- **What the task requires**
Word for word, restate the lines of the data below between those holding "index dip: (1175, 910)" and "wrist: (565, 894)", inclusive; pictures do not belong in the copy.

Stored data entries
+++

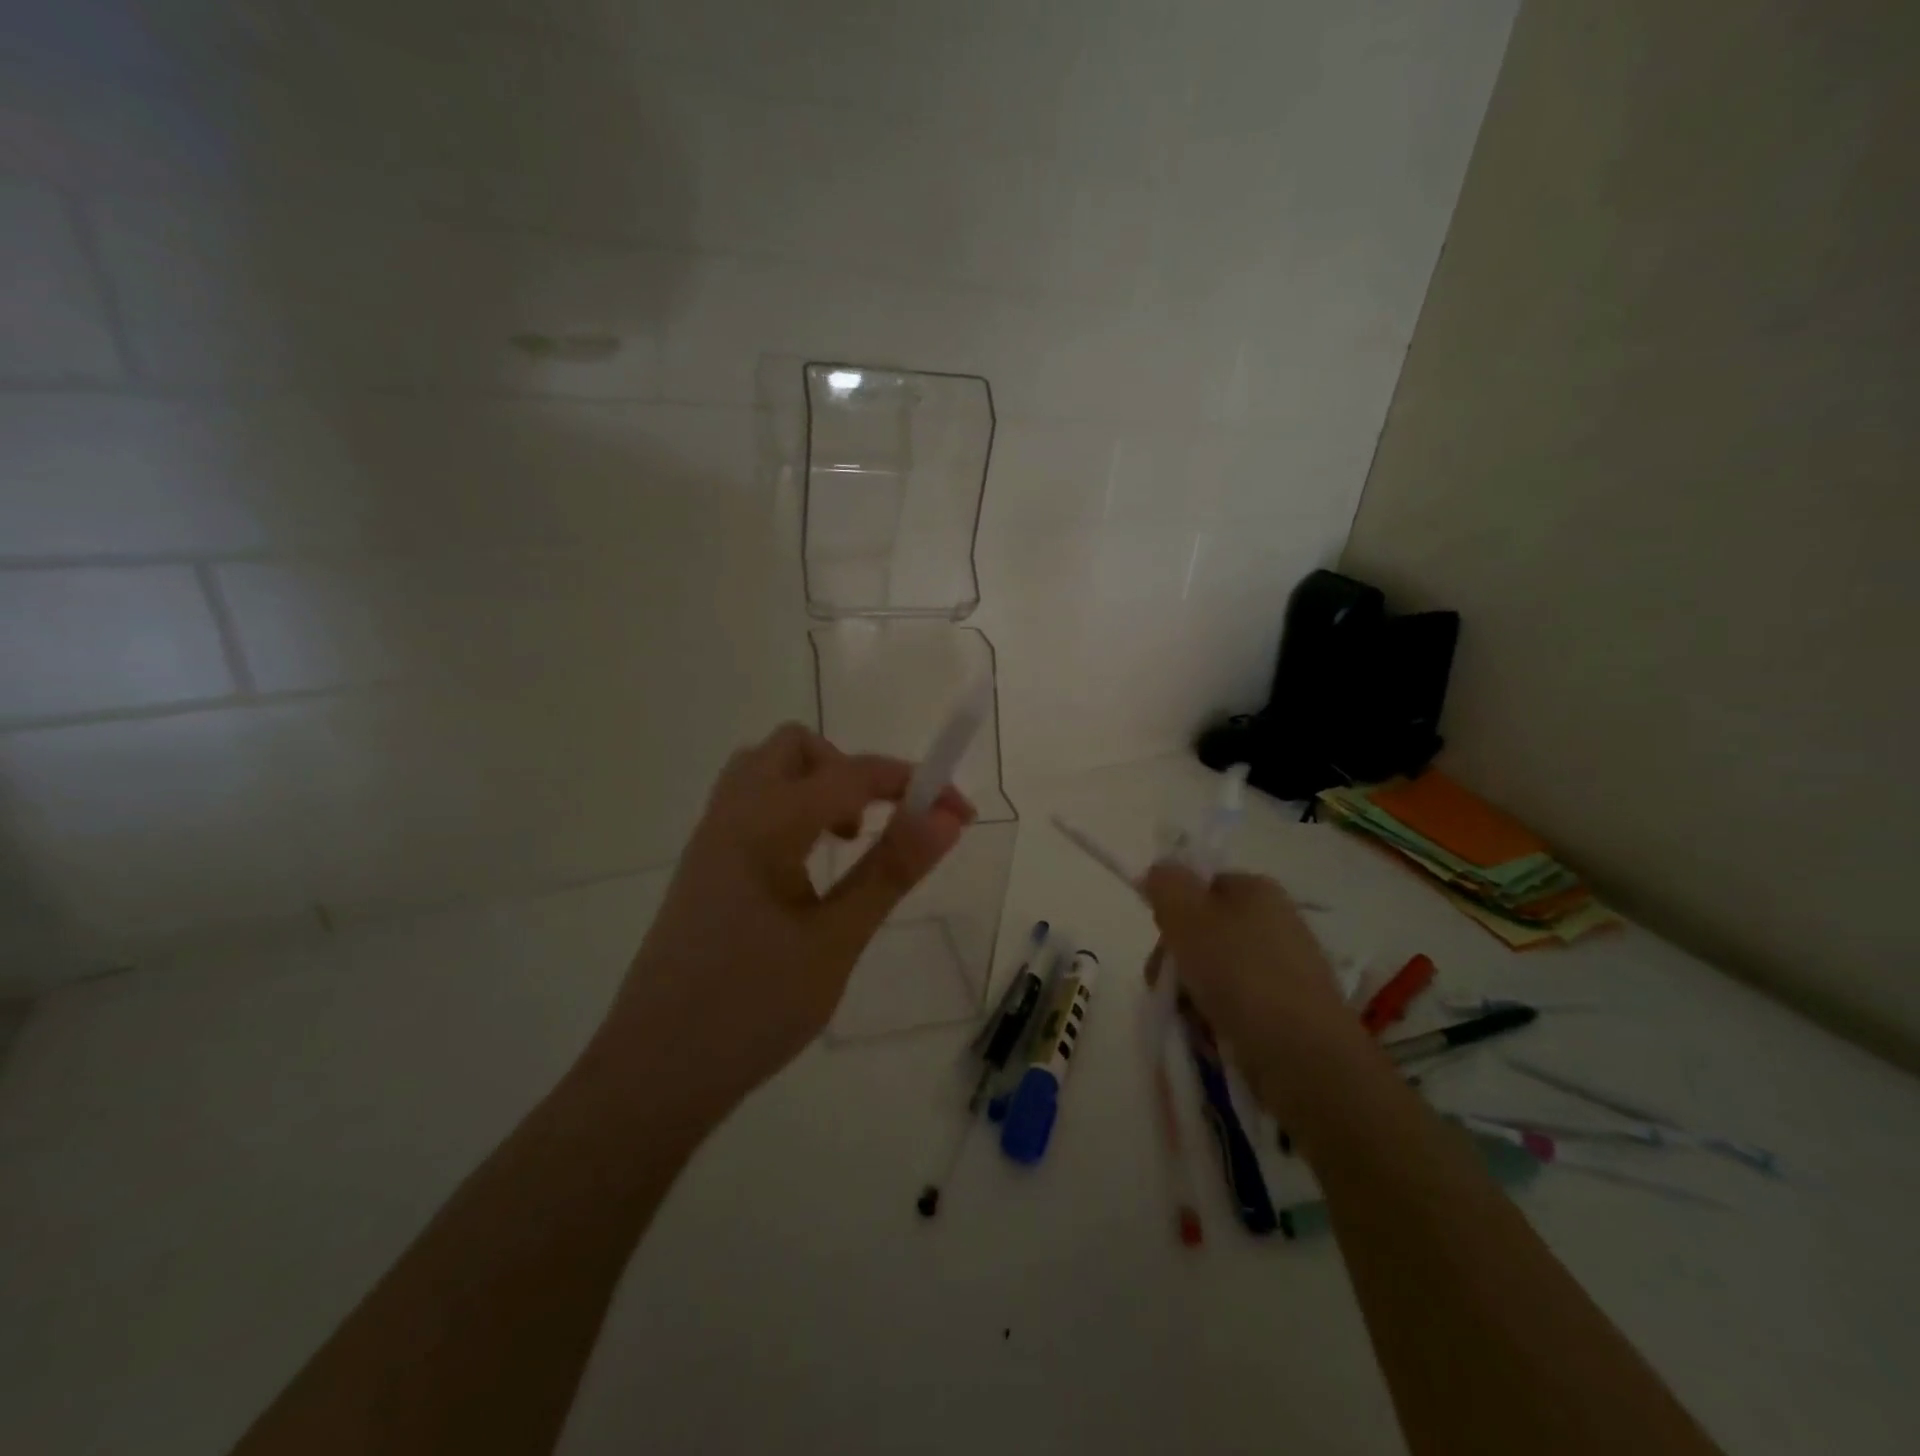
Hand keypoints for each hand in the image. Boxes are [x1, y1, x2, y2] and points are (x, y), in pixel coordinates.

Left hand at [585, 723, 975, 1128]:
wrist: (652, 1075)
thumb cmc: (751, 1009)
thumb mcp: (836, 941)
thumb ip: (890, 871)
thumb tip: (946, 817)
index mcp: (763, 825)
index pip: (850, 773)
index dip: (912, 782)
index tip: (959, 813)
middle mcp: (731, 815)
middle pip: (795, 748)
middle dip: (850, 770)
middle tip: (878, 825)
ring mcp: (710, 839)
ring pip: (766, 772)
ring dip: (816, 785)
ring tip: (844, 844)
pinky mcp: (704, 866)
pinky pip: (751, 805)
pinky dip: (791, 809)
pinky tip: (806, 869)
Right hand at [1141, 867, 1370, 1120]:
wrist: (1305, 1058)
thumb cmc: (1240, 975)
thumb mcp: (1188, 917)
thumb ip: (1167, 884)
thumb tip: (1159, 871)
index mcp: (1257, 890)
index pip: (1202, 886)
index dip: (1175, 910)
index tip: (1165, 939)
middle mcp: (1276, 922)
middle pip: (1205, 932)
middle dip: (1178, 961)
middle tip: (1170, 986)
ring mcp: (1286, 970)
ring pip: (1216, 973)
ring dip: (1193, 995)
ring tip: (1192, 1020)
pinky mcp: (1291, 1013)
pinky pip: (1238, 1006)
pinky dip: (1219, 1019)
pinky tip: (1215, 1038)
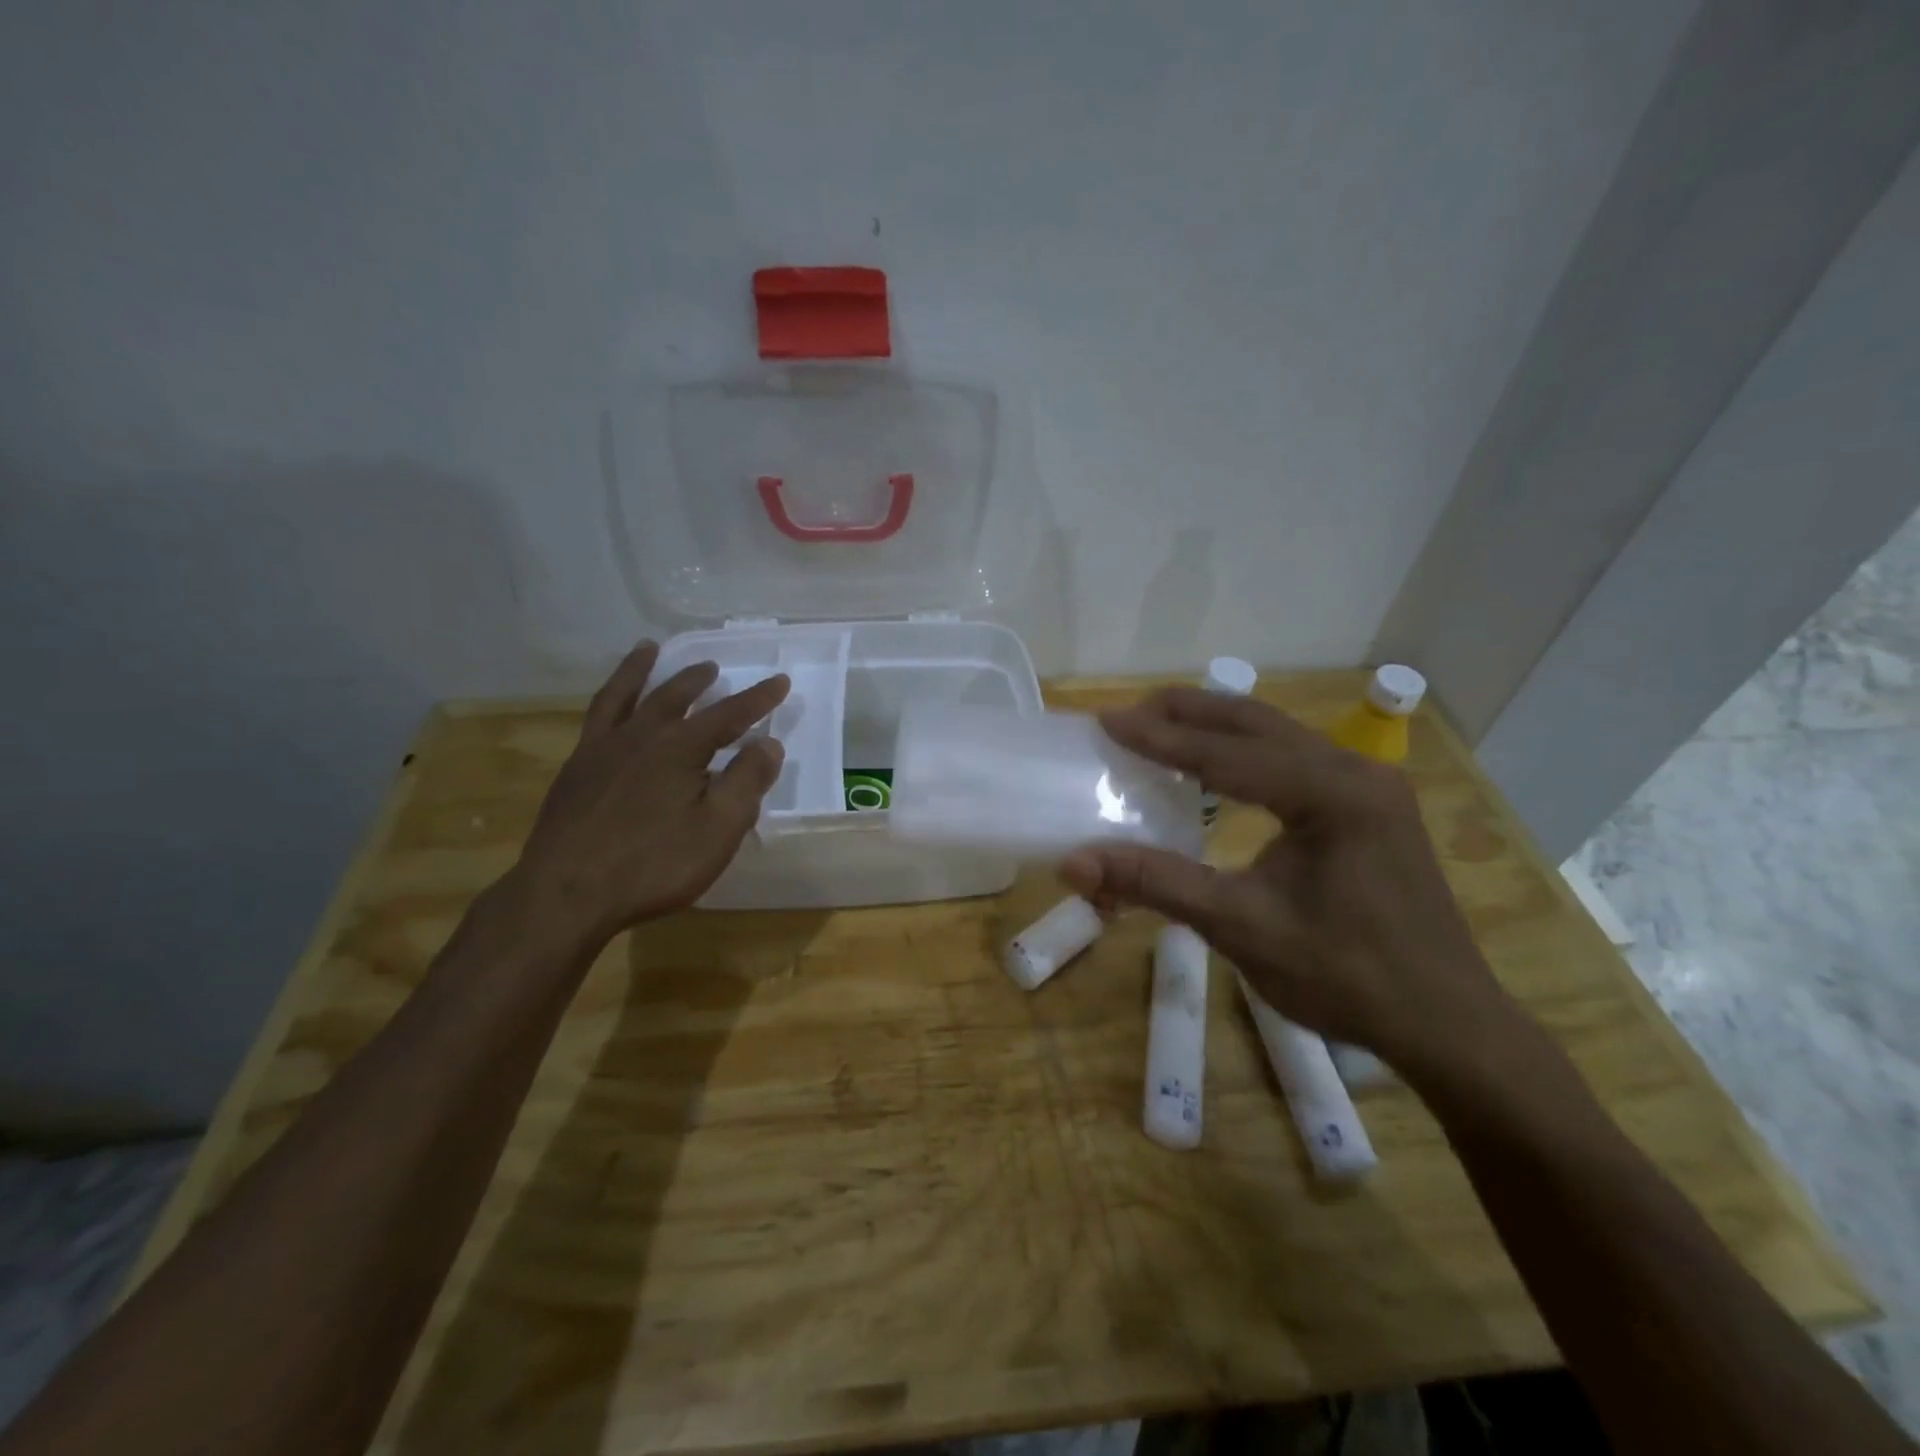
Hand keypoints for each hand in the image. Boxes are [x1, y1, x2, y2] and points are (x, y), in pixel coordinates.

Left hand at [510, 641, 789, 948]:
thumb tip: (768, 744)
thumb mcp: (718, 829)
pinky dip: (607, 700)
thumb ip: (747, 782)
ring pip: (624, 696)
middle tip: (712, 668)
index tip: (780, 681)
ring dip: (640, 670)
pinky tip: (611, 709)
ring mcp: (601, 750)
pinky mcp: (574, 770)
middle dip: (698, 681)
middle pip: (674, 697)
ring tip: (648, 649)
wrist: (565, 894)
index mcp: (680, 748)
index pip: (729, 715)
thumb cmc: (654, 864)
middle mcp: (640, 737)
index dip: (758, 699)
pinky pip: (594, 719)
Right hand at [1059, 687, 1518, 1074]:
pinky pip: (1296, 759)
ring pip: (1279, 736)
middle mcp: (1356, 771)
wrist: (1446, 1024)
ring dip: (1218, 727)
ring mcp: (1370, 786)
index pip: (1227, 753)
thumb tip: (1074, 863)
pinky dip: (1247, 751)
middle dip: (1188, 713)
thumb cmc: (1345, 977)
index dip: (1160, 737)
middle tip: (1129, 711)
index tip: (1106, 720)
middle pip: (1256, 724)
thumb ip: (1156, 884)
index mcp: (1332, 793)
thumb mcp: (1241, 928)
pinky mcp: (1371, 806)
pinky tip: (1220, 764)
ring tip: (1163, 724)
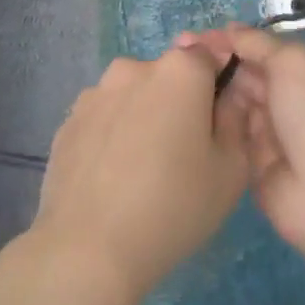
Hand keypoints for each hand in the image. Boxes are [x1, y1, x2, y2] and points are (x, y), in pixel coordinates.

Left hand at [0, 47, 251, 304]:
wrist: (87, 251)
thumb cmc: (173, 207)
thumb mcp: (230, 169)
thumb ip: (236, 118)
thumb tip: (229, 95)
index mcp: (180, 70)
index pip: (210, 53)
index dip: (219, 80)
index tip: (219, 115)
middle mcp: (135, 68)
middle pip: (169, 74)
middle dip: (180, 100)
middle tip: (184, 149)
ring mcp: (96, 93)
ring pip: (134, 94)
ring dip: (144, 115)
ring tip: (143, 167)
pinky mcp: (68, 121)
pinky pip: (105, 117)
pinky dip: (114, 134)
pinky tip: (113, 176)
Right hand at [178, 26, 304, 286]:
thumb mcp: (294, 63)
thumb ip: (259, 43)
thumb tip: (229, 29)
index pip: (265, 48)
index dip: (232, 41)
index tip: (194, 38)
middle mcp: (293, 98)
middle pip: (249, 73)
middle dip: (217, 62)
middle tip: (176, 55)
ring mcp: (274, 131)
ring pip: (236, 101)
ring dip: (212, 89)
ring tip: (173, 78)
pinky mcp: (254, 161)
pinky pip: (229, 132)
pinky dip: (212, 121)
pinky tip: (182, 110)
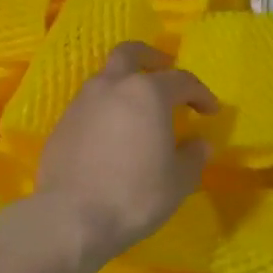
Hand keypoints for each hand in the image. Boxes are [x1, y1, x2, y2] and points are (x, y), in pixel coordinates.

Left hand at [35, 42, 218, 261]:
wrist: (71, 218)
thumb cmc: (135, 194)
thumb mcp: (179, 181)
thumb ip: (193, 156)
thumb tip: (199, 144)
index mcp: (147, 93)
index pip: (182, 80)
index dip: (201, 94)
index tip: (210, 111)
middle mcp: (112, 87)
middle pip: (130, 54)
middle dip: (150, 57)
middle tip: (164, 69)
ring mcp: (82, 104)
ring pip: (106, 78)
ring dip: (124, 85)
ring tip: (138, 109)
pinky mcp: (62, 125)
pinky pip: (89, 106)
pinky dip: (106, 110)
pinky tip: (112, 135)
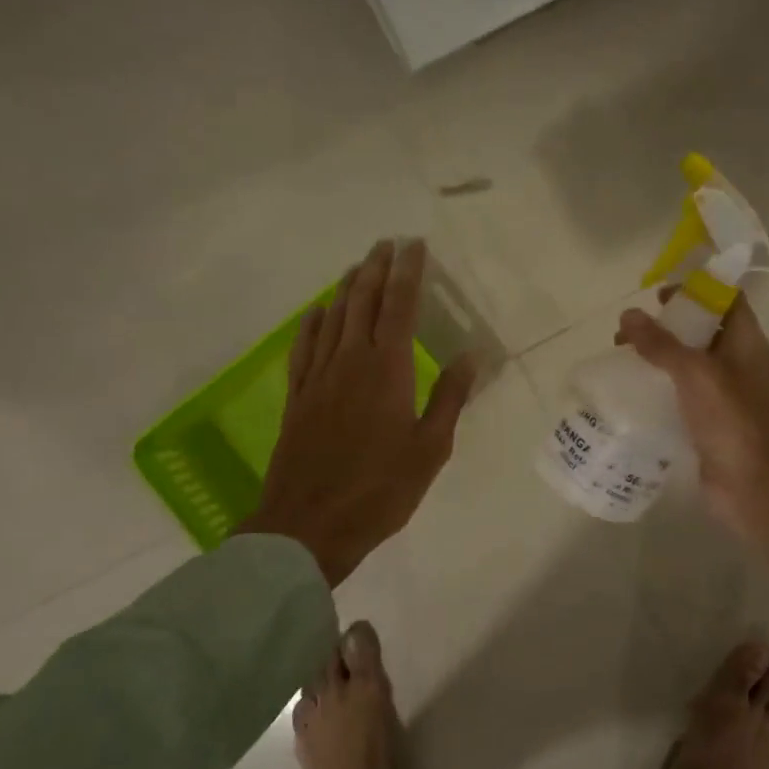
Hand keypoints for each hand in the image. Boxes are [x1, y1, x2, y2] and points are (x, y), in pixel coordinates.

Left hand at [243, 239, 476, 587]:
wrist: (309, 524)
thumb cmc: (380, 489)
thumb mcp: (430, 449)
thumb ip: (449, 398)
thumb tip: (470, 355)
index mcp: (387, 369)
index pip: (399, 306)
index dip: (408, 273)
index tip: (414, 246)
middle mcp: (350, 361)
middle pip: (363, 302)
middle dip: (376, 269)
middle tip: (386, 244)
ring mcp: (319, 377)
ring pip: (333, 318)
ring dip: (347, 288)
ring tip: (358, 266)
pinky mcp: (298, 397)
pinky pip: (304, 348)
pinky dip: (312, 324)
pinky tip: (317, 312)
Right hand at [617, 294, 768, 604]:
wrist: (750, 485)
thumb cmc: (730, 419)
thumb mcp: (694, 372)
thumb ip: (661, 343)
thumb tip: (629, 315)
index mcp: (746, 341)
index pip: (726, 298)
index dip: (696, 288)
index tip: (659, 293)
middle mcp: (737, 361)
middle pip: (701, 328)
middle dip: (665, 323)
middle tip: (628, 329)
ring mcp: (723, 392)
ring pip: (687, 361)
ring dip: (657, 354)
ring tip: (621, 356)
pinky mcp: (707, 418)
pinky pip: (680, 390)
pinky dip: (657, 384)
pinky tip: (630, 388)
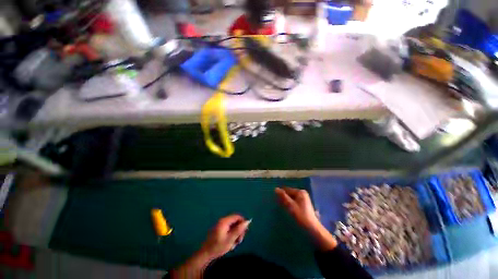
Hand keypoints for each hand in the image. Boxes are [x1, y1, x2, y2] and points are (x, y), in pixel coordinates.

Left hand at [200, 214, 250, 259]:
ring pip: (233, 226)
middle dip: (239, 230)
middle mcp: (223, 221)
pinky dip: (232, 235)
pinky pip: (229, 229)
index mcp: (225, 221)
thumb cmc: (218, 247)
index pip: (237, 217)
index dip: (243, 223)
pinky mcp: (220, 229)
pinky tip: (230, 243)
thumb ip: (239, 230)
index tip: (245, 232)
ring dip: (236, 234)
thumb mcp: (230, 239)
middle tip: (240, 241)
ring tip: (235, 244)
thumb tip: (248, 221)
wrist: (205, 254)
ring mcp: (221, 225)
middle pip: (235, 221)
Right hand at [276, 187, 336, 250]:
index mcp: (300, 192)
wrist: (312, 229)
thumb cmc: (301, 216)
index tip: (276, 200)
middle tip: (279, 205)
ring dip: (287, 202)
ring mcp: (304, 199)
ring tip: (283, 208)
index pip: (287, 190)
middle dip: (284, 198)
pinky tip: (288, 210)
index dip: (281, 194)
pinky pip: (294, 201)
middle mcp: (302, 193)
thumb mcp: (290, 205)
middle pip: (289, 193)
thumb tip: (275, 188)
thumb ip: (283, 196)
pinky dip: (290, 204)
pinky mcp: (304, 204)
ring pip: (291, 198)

+++

- **Output for this task**
index dip: (1175, 910)
index tip: (1165, 939)
middle mcp: (1276, 922)
middle pip: (1205, 932)
middle dip: (1178, 961)
middle tip: (1170, 986)
ring mcp: (1286, 970)
ring pip: (1216, 973)
ring dip: (1193, 995)
ring tip: (1192, 1020)
pinky mcp: (1291, 1013)
pinky pip: (1238, 1006)
pinky dip: (1219, 1019)
pinky tip: (1215, 1038)
Hand keypoints for each hand in the image. Boxes are [x1, y1, x2, y2] and points are (x, y), in pixel coordinates.

Left hand at [510, 641, 789, 948]:
thumb tip: (768, 744)
thumb mcp: (718, 829)
pinky dip: (607, 700)
thumb ip: (747, 782)
ring pip: (624, 696)
middle tip: (712, 668)
index tip: (780, 681)
ring dip: (640, 670)
pinky tip: (611, 709)
ring mcp: (601, 750)
pinky mcp: (574, 770)
middle dip: (698, 681)
middle pip: (674, 697)
ring tip: (648, 649)
wrist: (565, 894)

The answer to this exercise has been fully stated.